Work required: Which of the lines below mention the word "Edward"? Pull each one out.

Data records:
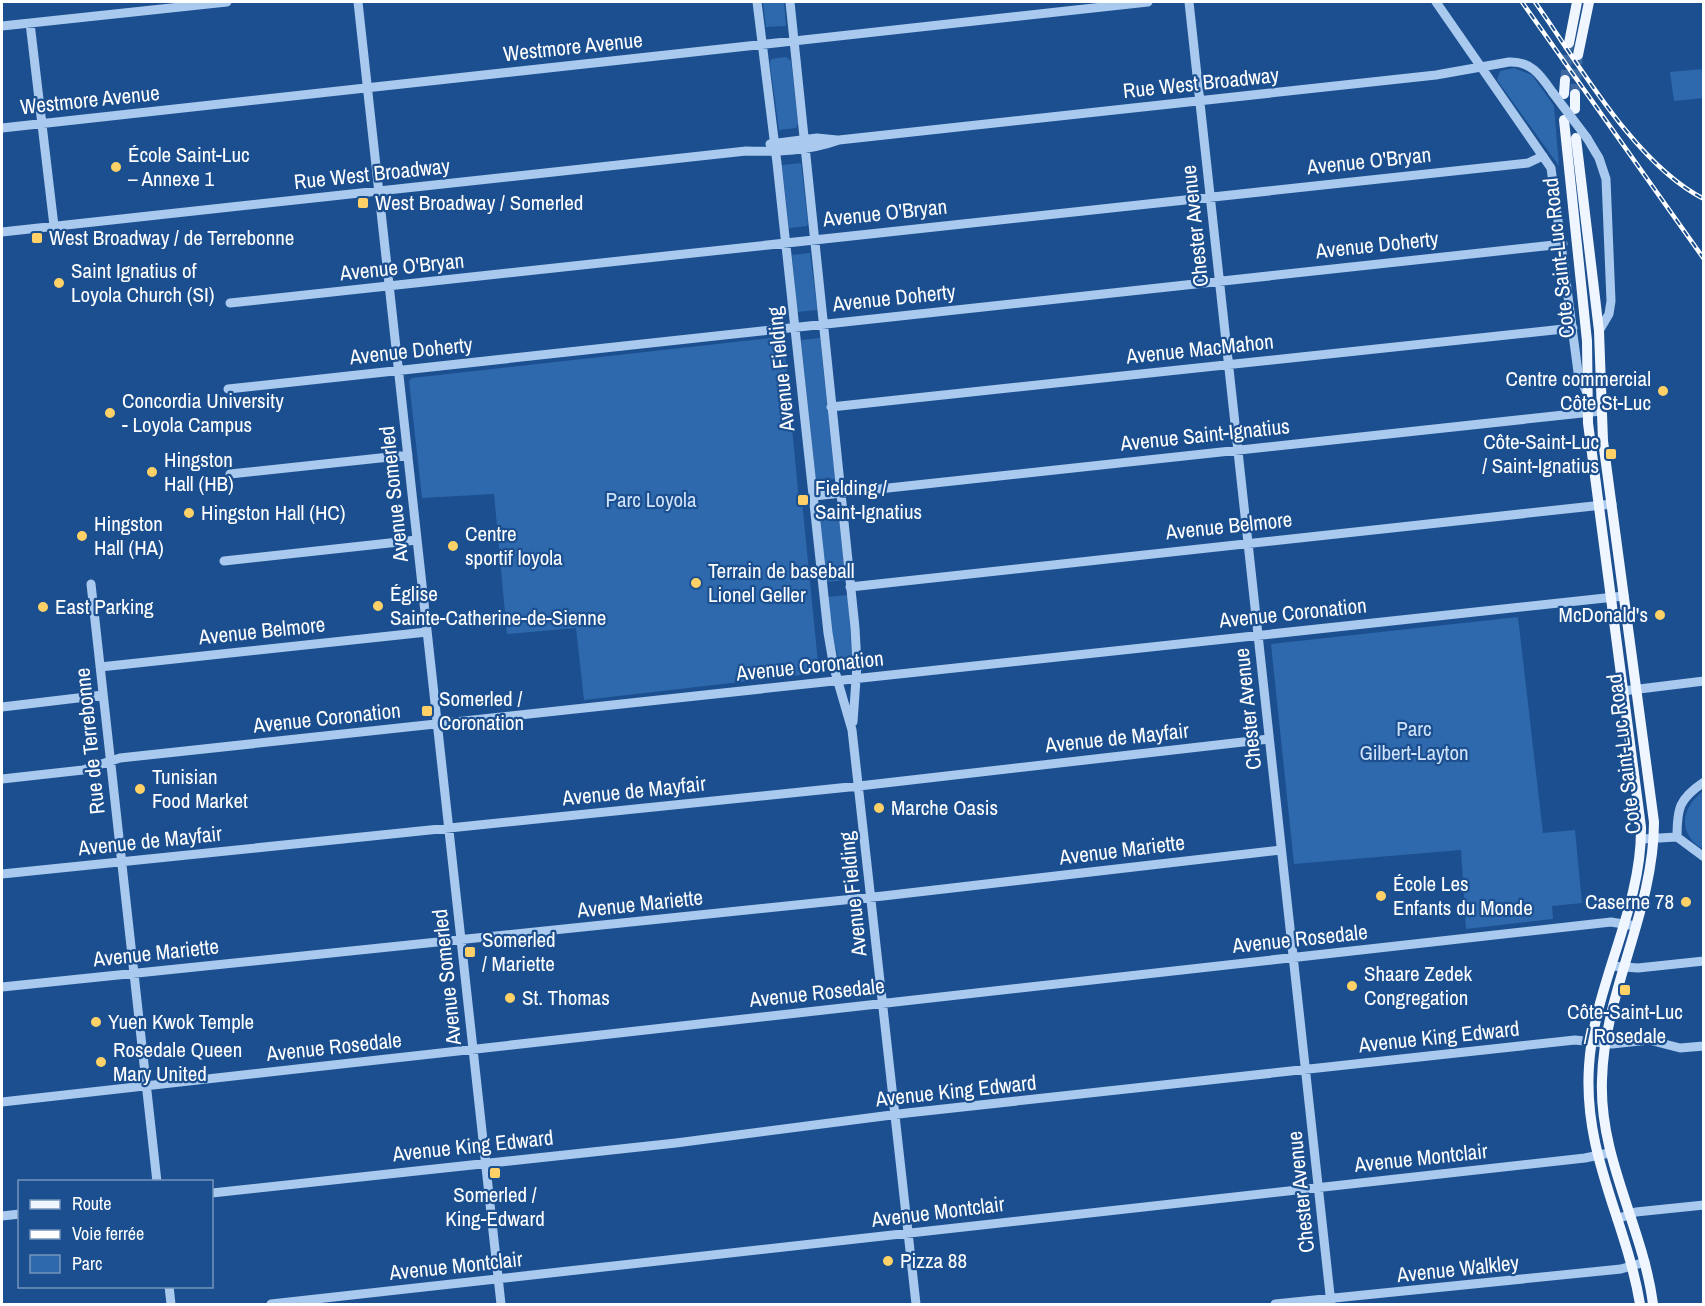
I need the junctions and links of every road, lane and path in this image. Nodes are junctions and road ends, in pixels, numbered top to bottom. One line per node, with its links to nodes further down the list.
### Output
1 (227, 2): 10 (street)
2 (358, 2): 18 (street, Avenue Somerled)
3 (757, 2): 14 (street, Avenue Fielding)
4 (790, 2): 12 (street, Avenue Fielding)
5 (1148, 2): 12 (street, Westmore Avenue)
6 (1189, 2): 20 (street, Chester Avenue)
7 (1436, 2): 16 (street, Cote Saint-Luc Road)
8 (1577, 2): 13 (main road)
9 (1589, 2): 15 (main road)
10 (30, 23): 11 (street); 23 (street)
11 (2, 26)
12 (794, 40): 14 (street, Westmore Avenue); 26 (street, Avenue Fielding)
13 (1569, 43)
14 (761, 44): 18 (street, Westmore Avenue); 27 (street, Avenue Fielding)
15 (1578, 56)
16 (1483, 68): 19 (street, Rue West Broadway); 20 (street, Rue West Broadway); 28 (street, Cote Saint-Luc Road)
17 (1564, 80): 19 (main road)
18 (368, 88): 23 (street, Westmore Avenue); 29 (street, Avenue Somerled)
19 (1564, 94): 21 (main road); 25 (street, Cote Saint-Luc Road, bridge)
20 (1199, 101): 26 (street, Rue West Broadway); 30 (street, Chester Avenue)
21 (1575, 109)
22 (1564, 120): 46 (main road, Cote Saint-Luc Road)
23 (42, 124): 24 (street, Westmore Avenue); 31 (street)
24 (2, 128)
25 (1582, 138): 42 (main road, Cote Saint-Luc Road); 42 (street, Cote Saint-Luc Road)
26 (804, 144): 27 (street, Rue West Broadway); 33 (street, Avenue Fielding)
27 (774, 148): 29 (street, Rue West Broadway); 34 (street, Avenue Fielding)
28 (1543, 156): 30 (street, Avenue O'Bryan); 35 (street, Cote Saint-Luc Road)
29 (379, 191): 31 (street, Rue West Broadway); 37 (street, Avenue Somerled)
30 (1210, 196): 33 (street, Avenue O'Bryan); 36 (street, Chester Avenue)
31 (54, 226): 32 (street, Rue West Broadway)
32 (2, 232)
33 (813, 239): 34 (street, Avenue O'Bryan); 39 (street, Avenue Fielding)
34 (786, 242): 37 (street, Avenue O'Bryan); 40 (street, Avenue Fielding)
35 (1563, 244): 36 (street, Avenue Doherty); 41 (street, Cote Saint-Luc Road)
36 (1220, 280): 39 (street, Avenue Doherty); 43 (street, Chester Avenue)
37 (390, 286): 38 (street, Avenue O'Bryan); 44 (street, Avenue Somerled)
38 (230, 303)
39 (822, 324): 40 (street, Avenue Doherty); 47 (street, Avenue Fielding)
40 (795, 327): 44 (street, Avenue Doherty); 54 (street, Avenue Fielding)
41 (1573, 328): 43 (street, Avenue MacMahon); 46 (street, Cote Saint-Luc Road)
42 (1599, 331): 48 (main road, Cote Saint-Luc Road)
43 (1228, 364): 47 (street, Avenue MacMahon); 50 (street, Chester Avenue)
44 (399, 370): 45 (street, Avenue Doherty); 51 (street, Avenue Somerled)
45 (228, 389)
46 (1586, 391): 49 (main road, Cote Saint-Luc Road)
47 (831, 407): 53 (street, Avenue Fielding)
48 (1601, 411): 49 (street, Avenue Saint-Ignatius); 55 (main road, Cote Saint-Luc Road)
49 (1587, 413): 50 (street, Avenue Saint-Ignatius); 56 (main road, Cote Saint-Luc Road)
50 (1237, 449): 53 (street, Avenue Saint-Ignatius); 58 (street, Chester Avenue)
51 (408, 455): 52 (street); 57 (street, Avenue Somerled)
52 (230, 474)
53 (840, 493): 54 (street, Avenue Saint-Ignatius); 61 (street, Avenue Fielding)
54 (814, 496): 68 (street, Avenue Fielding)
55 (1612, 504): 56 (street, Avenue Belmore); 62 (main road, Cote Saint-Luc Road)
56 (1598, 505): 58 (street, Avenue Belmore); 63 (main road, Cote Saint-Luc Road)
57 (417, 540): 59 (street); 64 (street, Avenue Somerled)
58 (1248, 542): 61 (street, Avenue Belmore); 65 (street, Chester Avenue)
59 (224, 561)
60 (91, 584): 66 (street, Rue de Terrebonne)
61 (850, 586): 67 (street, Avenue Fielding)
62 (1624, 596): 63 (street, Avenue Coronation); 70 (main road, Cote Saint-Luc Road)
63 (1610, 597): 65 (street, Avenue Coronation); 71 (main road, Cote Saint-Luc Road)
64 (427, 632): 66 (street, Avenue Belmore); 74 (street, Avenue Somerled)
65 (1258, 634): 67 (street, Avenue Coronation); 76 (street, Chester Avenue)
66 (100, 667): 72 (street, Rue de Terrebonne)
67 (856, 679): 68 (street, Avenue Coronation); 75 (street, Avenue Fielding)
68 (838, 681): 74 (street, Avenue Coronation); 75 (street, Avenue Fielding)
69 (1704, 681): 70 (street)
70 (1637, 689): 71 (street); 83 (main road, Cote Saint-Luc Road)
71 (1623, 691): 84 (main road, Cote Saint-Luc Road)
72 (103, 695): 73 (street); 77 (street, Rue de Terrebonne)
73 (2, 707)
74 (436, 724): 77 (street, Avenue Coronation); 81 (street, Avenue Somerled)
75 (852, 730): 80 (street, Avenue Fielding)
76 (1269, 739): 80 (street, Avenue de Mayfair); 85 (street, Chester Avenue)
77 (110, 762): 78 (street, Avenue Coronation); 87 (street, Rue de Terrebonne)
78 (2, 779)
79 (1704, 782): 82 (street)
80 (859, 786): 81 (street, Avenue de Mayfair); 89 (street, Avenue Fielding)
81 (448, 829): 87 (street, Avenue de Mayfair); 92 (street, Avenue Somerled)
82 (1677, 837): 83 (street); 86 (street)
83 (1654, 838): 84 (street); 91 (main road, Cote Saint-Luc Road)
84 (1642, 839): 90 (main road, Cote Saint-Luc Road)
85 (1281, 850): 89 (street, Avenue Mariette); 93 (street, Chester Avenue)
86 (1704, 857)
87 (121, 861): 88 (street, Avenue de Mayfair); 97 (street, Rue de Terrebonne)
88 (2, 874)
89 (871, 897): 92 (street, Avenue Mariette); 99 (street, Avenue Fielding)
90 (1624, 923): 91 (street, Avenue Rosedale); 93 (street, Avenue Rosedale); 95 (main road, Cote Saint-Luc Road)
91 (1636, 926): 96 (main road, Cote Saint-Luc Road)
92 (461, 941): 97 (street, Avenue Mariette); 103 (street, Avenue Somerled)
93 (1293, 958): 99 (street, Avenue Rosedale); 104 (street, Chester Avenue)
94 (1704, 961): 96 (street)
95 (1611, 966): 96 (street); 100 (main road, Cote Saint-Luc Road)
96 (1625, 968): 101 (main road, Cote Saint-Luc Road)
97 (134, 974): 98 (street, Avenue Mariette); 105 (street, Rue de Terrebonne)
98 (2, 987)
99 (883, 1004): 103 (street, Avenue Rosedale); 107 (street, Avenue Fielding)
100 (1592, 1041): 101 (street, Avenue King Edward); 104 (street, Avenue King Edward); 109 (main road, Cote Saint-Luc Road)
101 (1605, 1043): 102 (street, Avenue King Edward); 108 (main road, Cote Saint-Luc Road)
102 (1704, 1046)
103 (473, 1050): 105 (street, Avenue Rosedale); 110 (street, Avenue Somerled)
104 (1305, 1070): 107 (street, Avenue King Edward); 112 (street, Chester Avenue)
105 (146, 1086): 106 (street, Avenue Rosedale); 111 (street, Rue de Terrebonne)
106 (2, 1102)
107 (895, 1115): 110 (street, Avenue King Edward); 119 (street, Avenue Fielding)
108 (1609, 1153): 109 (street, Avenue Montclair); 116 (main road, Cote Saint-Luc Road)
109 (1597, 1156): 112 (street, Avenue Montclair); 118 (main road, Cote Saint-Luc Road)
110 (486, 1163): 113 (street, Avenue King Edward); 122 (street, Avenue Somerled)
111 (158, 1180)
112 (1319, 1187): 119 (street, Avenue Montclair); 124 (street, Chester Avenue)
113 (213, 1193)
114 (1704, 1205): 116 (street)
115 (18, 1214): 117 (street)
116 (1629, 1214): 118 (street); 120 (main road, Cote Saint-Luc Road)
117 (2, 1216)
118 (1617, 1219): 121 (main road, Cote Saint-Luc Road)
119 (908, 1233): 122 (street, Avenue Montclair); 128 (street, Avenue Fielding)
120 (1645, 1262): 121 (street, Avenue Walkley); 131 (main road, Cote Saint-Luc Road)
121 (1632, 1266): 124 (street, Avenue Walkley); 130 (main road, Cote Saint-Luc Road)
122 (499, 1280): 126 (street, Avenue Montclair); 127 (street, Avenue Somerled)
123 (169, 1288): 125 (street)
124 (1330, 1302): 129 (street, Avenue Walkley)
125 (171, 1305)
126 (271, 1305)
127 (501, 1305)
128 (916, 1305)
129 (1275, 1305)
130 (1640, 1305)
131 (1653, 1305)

Exercise solution:
100 (1592, 1041): 101 (street, Avenue King Edward); 104 (street, Avenue King Edward); 109 (main road, Cote Saint-Luc Road)
101 (1605, 1043): 102 (street, Avenue King Edward); 108 (main road, Cote Saint-Luc Road)
104 (1305, 1070): 107 (street, Avenue King Edward); 112 (street, Chester Avenue)
107 (895, 1115): 110 (street, Avenue King Edward); 119 (street, Avenue Fielding)
110 (486, 1163): 113 (street, Avenue King Edward); 122 (street, Avenue Somerled)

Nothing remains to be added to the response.